CDOM is the main light-absorbing substance in dissolved organic matter (DOM) in natural water, and it can affect the migration and transformation of heavy metals and organic pollutants [6]. The part with fluorescence characteristics in CDOM is called fluorescent dissolved organic matter (FDOM), and it is of great significance for aquatic ecosystems [7]. As an important part of DOM, its important role in natural water environments has long been a concern of researchers. Foreign studies on CDOM were carried out before, and the research fields include the origin, destination, distribution, migration, and transformation of CDOM, as well as its spatio-temporal changes. At present, ultraviolet, visible, and fluorescence spectra are mainly used to study CDOM from different sources in water bodies at home and abroad. Moreover, the research on DOM is concentrated in inland basins, such as the Yellow River [8], the Yangtze River Estuary [9], and Songhua Lake [10], as well as reservoirs, thus focusing on unilateral research on the distribution characteristics of molecular weight, fluorescence characteristics, and correlations with metal ions. There is little research on typical ecological lakes on plateaus. This work is a systematic study of DOM in typical saline lakes on a plateau, and it provides supportive sediment data for the analysis of lake water environments and assessment of water bodies.

The Tibet Plateau is the highest plateau on Earth and has always enjoyed a reputation as the “Asian water tower” and “third pole”. Its high terrain and unique geographical location have a significant impact on the global climate [11,12]. Qinghai Lake is an important water body for the maintenance of the ecological security of the Tibet Plateau. It plays a great role in improving and regulating climate and promoting a virtuous cycle of regional ecology [13]. However, there are few investigations or regional environmental studies on the water environment of the Qinghai Lake Basin. In recent years, with the acceleration of urbanization and the rapid development of tourism, Qinghai Lake Basin is facing great ecological pressure.
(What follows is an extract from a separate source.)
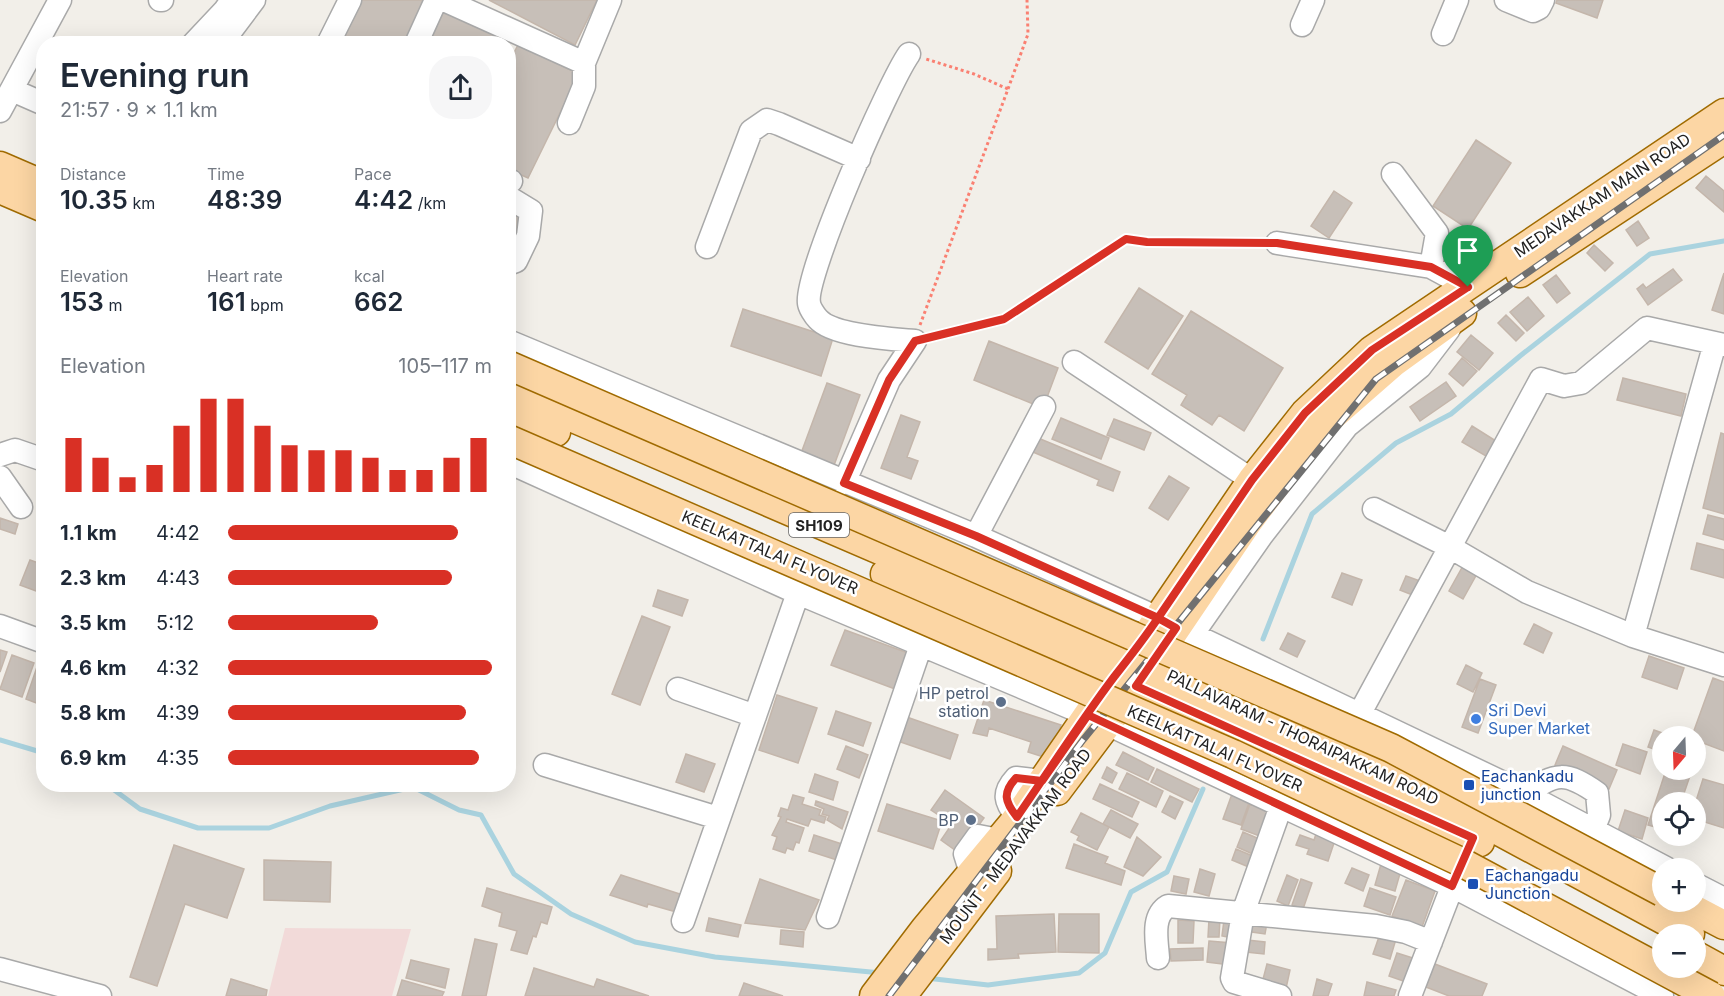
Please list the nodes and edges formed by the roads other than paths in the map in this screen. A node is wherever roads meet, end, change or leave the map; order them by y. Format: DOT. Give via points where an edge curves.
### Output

Therefore, the investigation of the water quality of Qinghai Lake and the study of the temporal and spatial distribution and optical characteristics of dissolved organic matter in the water body are helpful in gaining a deep understanding of the current situation of the water environment of Qinghai Lake, the carbon cycle process within the basin, and its potential impact on water quality, and it can provide support in the form of background data for the analysis of lake water environments and assessments of water bodies.

2. Methodology

2.1. Study Area

Qinghai Lake is located in the northeast of the Qinghai Tibet Plateau, at the junction of Gangcha County, Gonghe County, and Haiyan County. It is the largest inland saltwater lake in China. In 2019, the lake’s area reached 4519 km². The lake water is weakly alkaline, has a low oxygen content, has a salt content of 14.1 G·L⁻¹, and has transparency below 3 M. Qinghai Lake Basin is between 97°50′~101°20′ E and 36°15′~38°20′ N, with a drainage area of about 29,661 km² [14]. The overall outline is that of an oval, and the terrain is high in the northwest and low in the northeast. It is located at the intersection of the East Asian monsoon region, the northwest arid region, and the alpine region of the Qinghai Tibet Plateau. It belongs to the semi-arid and alpine climatic region of the plateau, and the precipitation is unevenly distributed throughout the year [14]. Qinghai Lake is located in the southeast of the basin and is mainly supplied by rivers and precipitation. Most of the rivers entering the lake are seasonal rivers and are concentrated in the west and north of the lake. The main supply rivers are Buha River, Shaliu River, Quanji River, Hargai River, Ganzi River, and HeMa River.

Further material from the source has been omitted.